Abe had felt the current between them on that first night too. Such a beautiful patient, flushed cheeks, strands of dark hair escaping from their burnished knot, the grace of her. He took it all in and knew he was setting his sights high.
Earlier that evening he had watched her from across the floor until something in him had faltered so that he had to look away to steady himself. He had been struck by the odd couple that she and Joseph made. The man appeared obsessively neat, hair tamed, his smooth skin so closely shaved as to make you wonder if he had a beard at all. And the tux so perfectly cut it might have been carved on him. Not the sort, he thought with distaste, to have gone for girls.
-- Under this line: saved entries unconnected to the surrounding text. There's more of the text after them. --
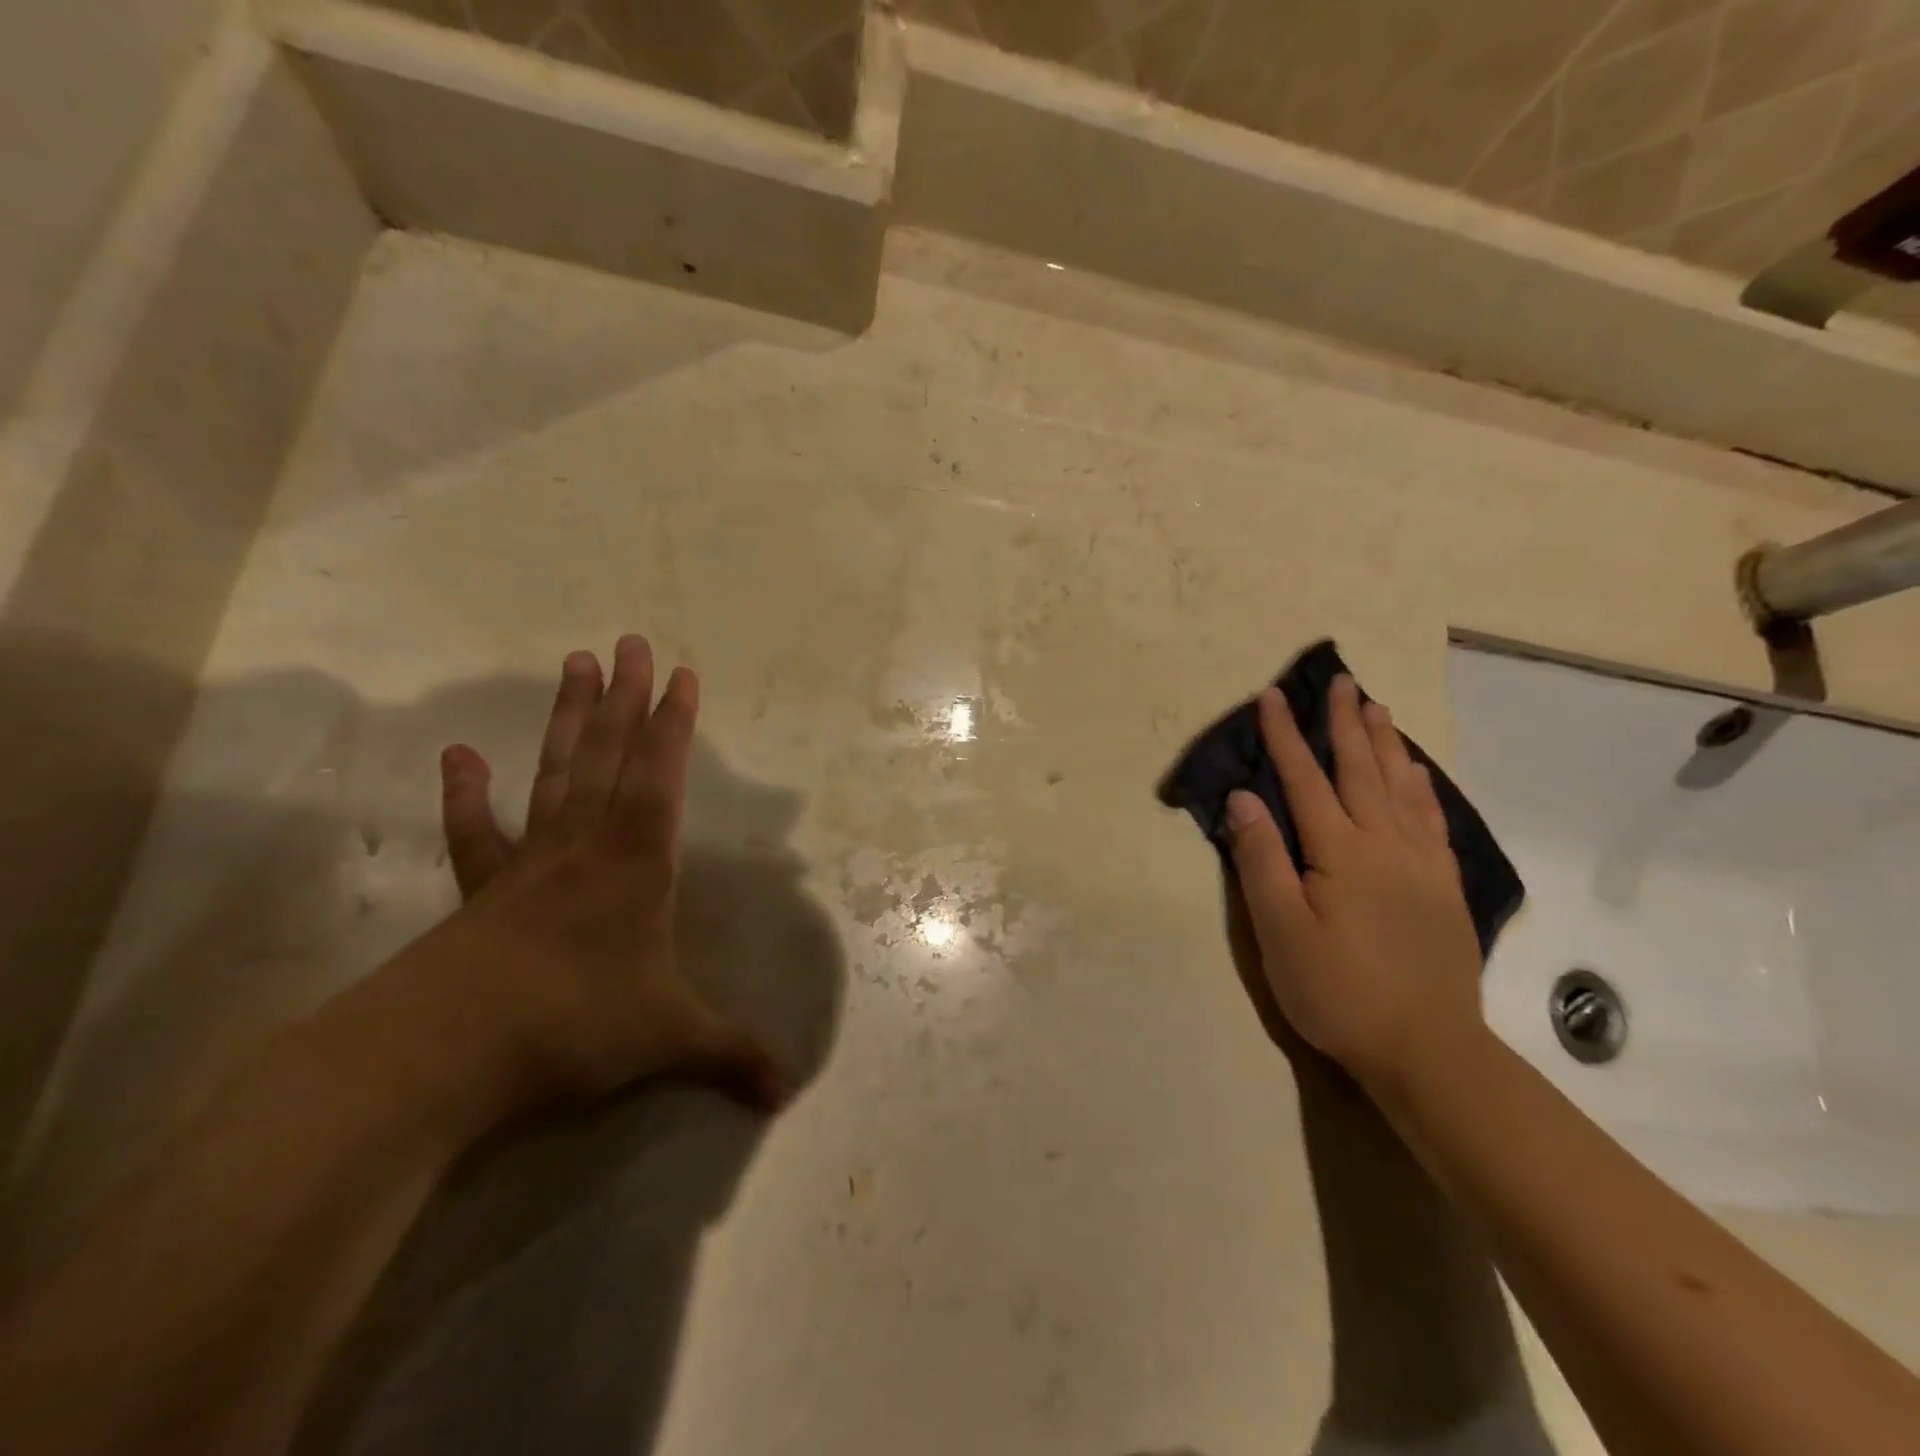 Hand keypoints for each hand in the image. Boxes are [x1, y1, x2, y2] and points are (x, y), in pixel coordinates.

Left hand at [394, 636, 786, 1129]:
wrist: (441, 1055)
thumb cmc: (572, 1027)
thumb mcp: (668, 1040)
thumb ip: (732, 1055)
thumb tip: (792, 1092)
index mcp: (636, 865)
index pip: (661, 777)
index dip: (674, 724)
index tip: (681, 671)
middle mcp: (585, 847)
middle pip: (607, 757)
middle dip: (624, 698)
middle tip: (626, 641)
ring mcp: (528, 863)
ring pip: (554, 775)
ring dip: (567, 720)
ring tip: (572, 664)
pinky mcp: (481, 891)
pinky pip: (475, 834)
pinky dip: (466, 795)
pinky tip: (458, 755)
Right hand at [1221, 675, 1485, 1096]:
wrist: (1427, 1050)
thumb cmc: (1338, 991)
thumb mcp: (1280, 932)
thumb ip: (1262, 859)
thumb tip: (1244, 797)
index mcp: (1340, 852)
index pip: (1305, 780)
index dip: (1285, 736)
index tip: (1271, 697)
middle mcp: (1384, 844)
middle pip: (1361, 769)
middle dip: (1345, 723)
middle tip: (1340, 681)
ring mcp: (1420, 864)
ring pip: (1401, 786)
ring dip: (1385, 743)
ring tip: (1376, 707)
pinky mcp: (1443, 886)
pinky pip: (1431, 819)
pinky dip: (1421, 786)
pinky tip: (1416, 773) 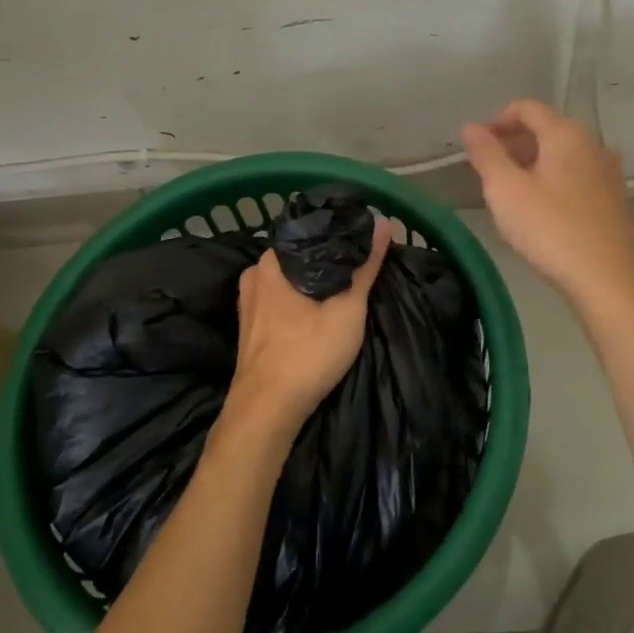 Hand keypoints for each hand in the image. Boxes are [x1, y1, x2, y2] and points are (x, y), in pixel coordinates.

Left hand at [226, 218, 393, 441]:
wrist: (267, 410)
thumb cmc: (309, 352)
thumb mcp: (348, 308)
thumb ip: (366, 265)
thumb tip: (384, 222)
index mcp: (272, 261)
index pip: (311, 232)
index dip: (339, 234)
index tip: (364, 239)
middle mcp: (255, 274)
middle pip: (300, 256)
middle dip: (328, 260)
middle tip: (360, 264)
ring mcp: (249, 302)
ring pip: (289, 280)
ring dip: (314, 282)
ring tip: (345, 285)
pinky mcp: (250, 327)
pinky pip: (280, 301)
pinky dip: (300, 301)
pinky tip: (319, 310)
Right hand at [463, 99, 633, 303]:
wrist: (604, 279)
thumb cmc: (549, 229)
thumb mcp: (505, 190)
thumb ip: (486, 154)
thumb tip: (471, 127)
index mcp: (566, 134)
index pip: (527, 108)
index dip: (497, 120)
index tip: (478, 145)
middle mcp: (592, 144)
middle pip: (547, 129)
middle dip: (514, 143)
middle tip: (489, 171)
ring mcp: (608, 172)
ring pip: (563, 155)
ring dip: (534, 163)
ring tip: (512, 191)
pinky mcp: (614, 200)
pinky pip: (577, 176)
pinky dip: (554, 180)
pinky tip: (542, 209)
“She’s in all the magazines,” his girlfriend Corrine said sharply, following his gaze. “She’s got it all, the looks and the money.”
“His money?”
“I guess. He’s the Rodman heir.”
“They’re married?”
“Engaged, perhaps. Not sure.”
She didn’t project socialite, he thought. Rather she looked lost, out of place. He wanted to know her, to save her, he thought, at the same time as telling himself that was a ridiculous idea. He couldn’t shake the thought, though. Not for the first time he felt false being with Corrine. Something must be done about that. To think that he nearly hadn’t come. That he had dreaded it. Corrine had been stupidly excited at him winning the tickets in the hospital raffle, wouldn’t hear of him giving them away.
“It’ll be stiff, formal. I hate that kinda thing,” he had said, trying to talk her out of it. “We won’t know anyone.”